Credit risk is an inherently unbalanced classification problem, as good loans easily outnumber risky loans. We will use the credit card, credit dataset from Lending Club, a peer-to-peer lending services company, to predict the credit risk. Therefore, we need to deploy different techniques to train and evaluate models with unbalanced classes. Different libraries and algorithms were used to build and evaluate models using resampling. Using various algorithms the data will be over and under sampled, then, we will use a combinatorial approach of over- and under sampling to fit models for predictions. At the end, we will evaluate the performance of these two new machine learning models.
The main purpose of this analysis is to predict the credit card risk from a credit card usage dataset using imbalanced-learn, scikit-learn libraries and RandomOverSampler, SMOTE, ClusterCentroids, SMOTEENN algorithms and to apply machine learning algorithms to solve a real-world challenge in data analytics.
- Data source:LoanStats_2019Q1.csv
- Jupyter Notebook 6.4.12
The results of all six machine learning models including their balanced accuracy score, the precision and recall scores are listed below:
For Naive Random Oversampling, we will use the oversampling RandomOverSampler algorithm to resample the data and create training and testing groups from the given dataset. The below image shows the respective balanced accuracy score, confusion matrix, and classification report.
-
The balanced accuracy for this model is around 61%. The precision for the high-risk loans are 0.01 and the precision for low-risk loans are almost 1.00 means correctly predicted.The recall scores for this model evaluate that positive low-risk loans(.63) are slightly higher than high-risk loans(.60). F1 score is a weighted average of the true positive rate (recall) and precision,the F1 score for high-risk loans are .02 and low-risk loans are .78 repectively.
-
In summary, this model may not be the best one for preventing fraudulent loans because the model's accuracy, 0.615, is low, and the precision and recall are not good enough to state that the model will be good at classifying fraudulent loans.
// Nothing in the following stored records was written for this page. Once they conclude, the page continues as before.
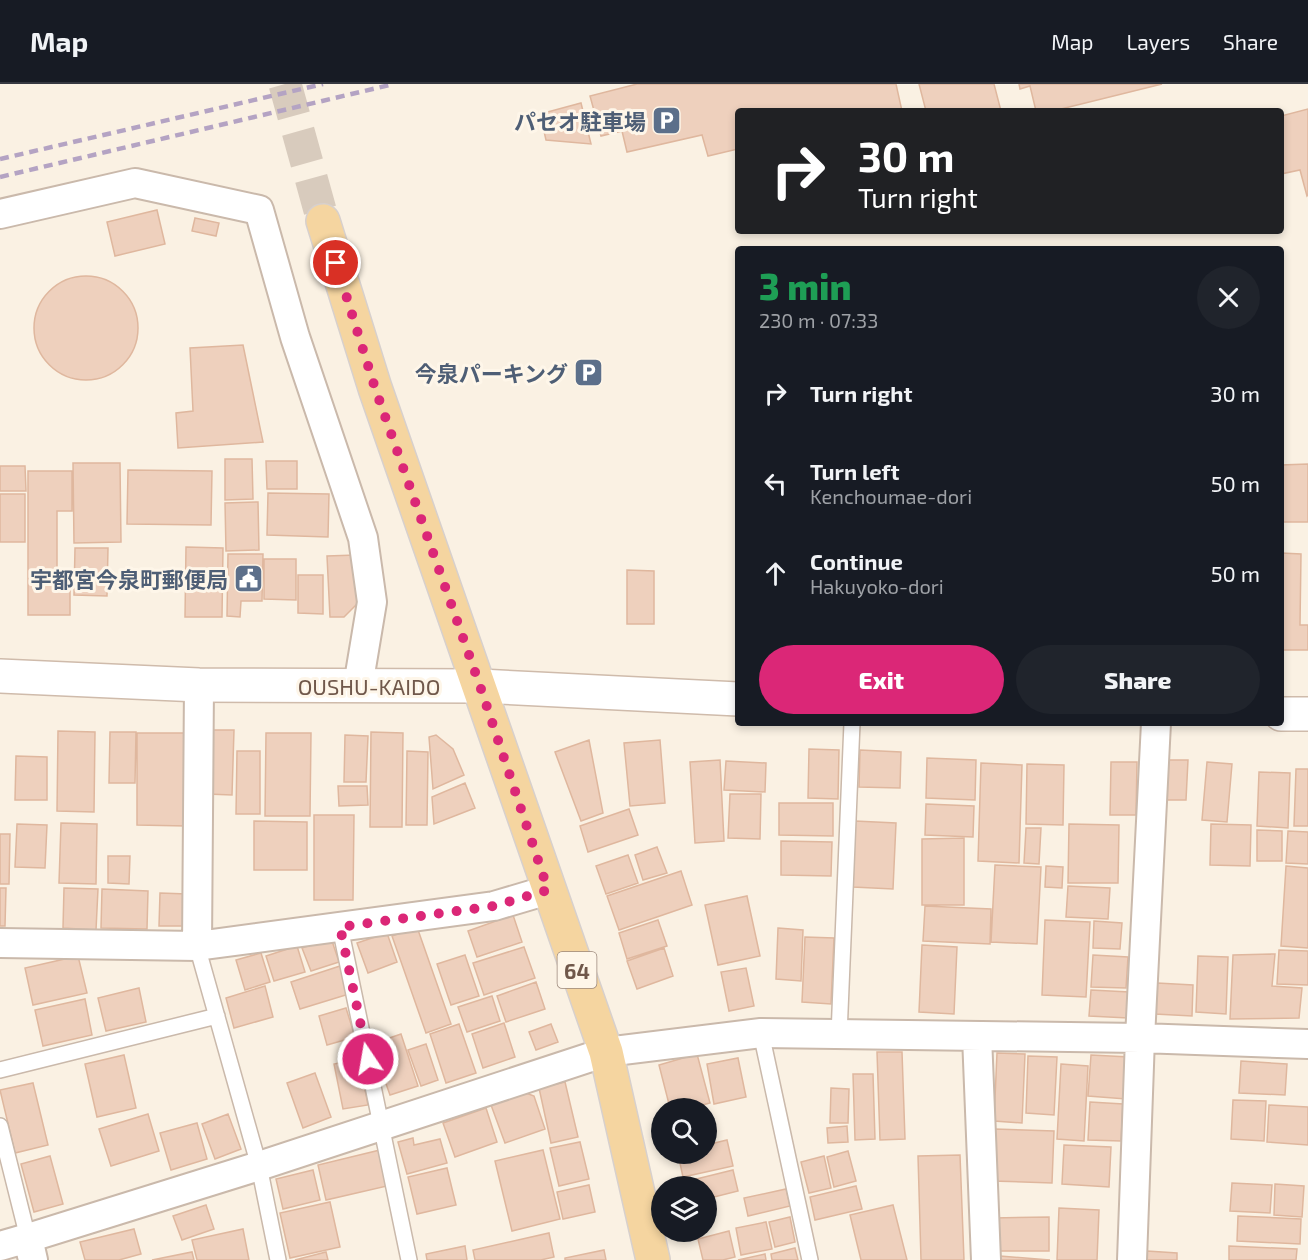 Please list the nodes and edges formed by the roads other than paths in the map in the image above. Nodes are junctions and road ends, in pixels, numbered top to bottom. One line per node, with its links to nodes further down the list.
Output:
1 (0, 214): 5 (street)
2 (323, 221): 6 (main road, 64)
3 (0, 676): 4 (main road, OUSHU-KAIDO)
4 (199, 685): 5 (main road, OUSHU-KAIDO); 15 (street)
5 (358, 686): 6 (main road, OUSHU-KAIDO)
6 (480, 686): 7 (main road, OUSHU-KAIDO); 12 (main road, 64)
7 (735, 699)
8 (1284, 714): 9 (main road)
9 (1308, 714)
10 (852, 726): 18 (lane)
11 (1156, 726): 20 (street)
12 (548, 890): 13 (street); 22 (main road, 64)
13 (340, 927): 15 (street); 24 (lane)
14 (0, 943): 15 (street)
15 (198, 946): 16 (lane)
16 (217, 1016): 23 (lane); 26 (lane)
17 (761, 1034): 18 (street); 22 (street); 32 (lane)
18 (839, 1035): 19 (street)
19 (977, 1036): 20 (street); 33 (street)
20 (1140, 1038): 21 (street); 34 (street)
21 (1308, 1044)
22 (606, 1052): 24 (street); 31 (main road, 64)
23 (0, 1070)
24 (382, 1125): 26 (street); 30 (lane)
25 (0, 1126): 28 (lane)
26 (259, 1166): 28 (street); 29 (lane)
27 (0, 1246): 28 (street)
28 (31, 1249)
29 (278, 1260)
30 (409, 1260)
31 (653, 1260)
32 (810, 1260)
33 (986, 1260)
34 (1132, 1260) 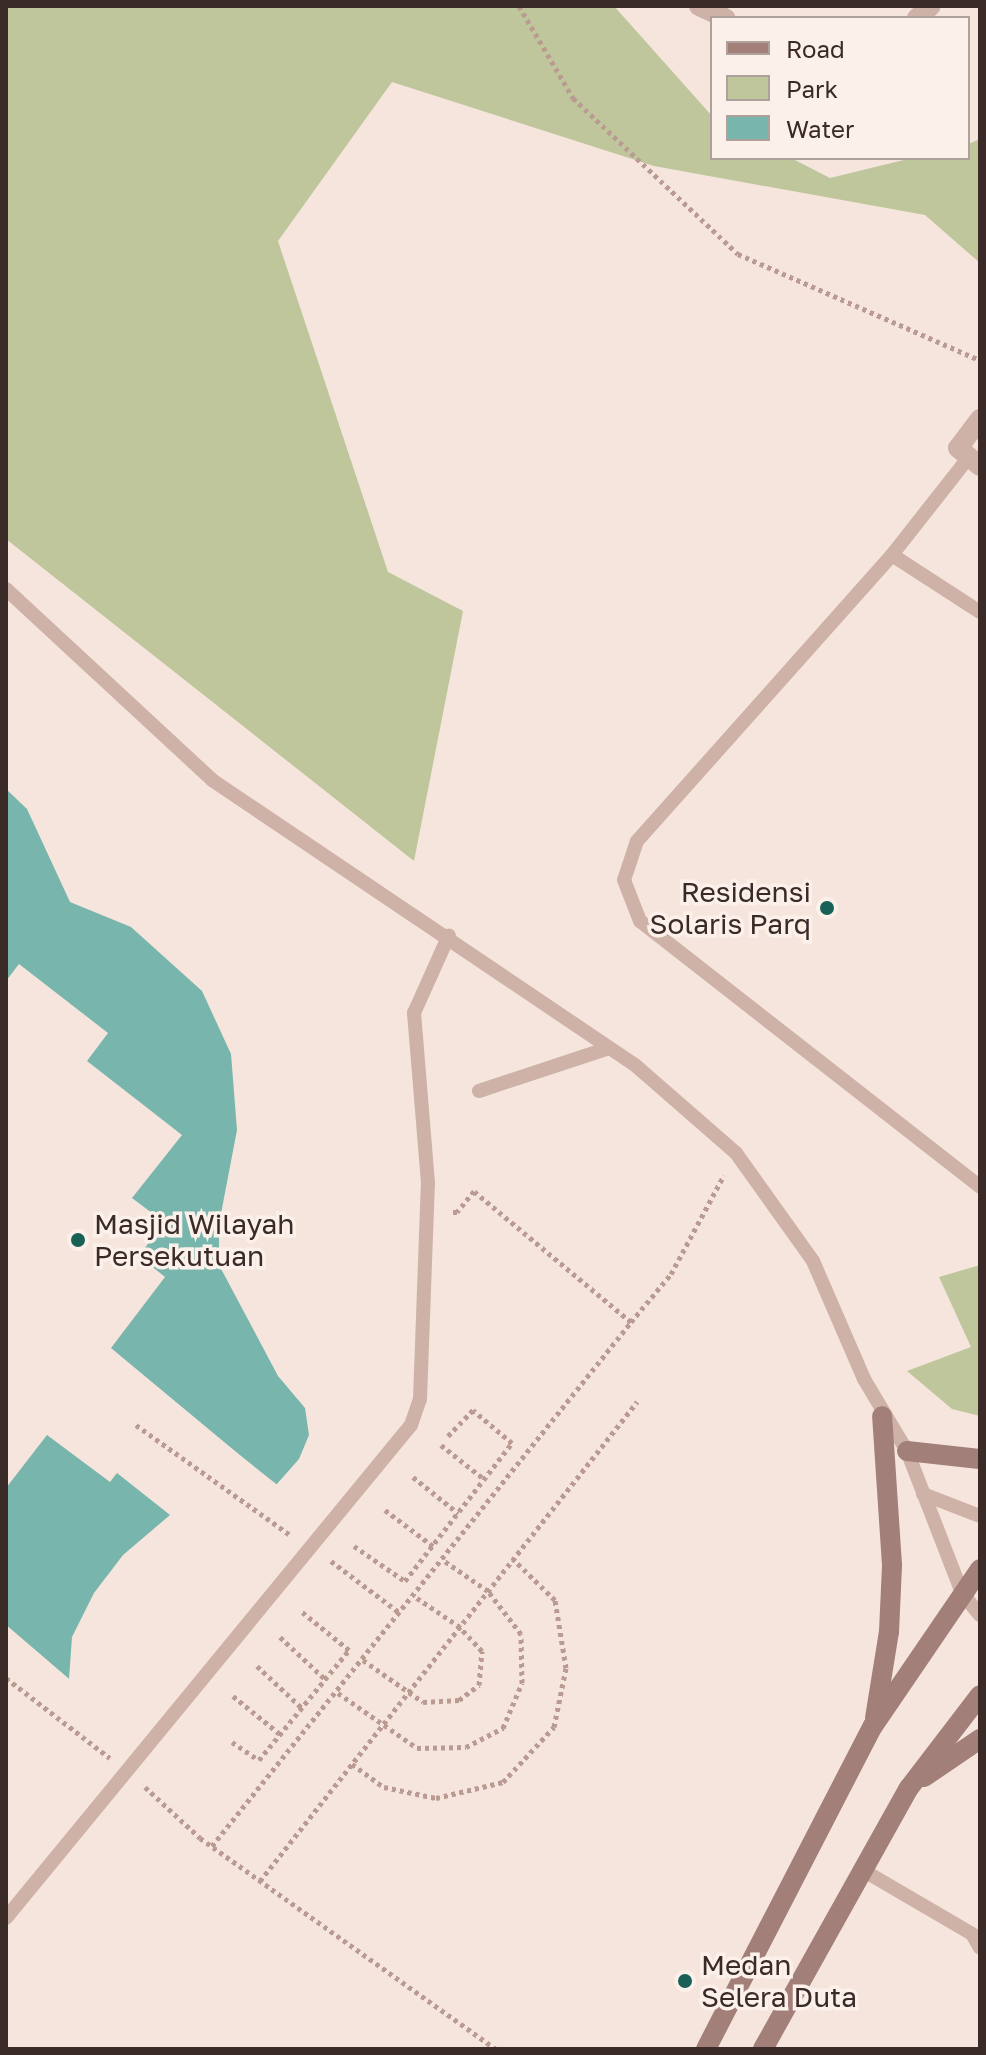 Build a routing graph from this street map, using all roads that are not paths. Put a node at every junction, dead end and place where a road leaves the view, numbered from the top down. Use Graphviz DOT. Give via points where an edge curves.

In SMOTE Oversampling method, we used SMOTE algorithm to resample the data, and use the resampled data to train a logistic regression model. The below image shows the respective balanced accuracy score, confusion matrix, and classification report.
-
The balanced accuracy score for this model is around 62%, so, the model predicted credit risk accurately. The precision for the high-risk loans is 0.01 and the precision for low-risk loans are almost 1.00 means correctly predicted. The recall scores for this model evaluate that positive low-risk loans(.65) are slightly higher than high-risk loans(.60).So, this model is not good for predicting high-risk loans.
-
The F1 score for this model are similar to Naive Random Oversampling method. The F1 score for high-risk loans are .02 and low-risk loans are .78 respectively. This is a good model for predicting low-risk loans than high-risk loans.
For Undersampling, we will use the Cluster Centroids algorithm to resample the data and create training and testing groups from the given dataset. The below image shows the respective balanced accuracy score, confusion matrix, and classification report.
- The balanced accuracy score for Undersampling model is around 52%, means the model predicted the lowest credit risk of all the models. So, about 52% of all testing data was classified properly.
- The precision score for this model is positively skewed towards low-risk loans, which is 1.00. But, for high-risk loans the score is minimal 0.01, means this model is not a good fit for high-risk loans.
- The recall score for high-risk and low-risk loans are 60% and 43% respectively. The F1 score for high-risk and low-risk loans are .01 and .60 respectively. We can predict that this model is not great for identifying high-risk loans.
In this method we will resample the data using the SMOTEENN algorithm to resample the data. The logistic regression model was fitted to get the respective balanced accuracy score, confusion matrix, and classification report.
- The balanced accuracy score for Undersampling model is around 53%, means the model predicted the lowest credit risk of all the models. So, about 53% of the testing data was classified properly.
- The precision score for this model is positively skewed towards low-risk loans, which is 1.00. But, for high-risk loans the score is minimal 0.01, means this model is not a good fit for high-risk loans.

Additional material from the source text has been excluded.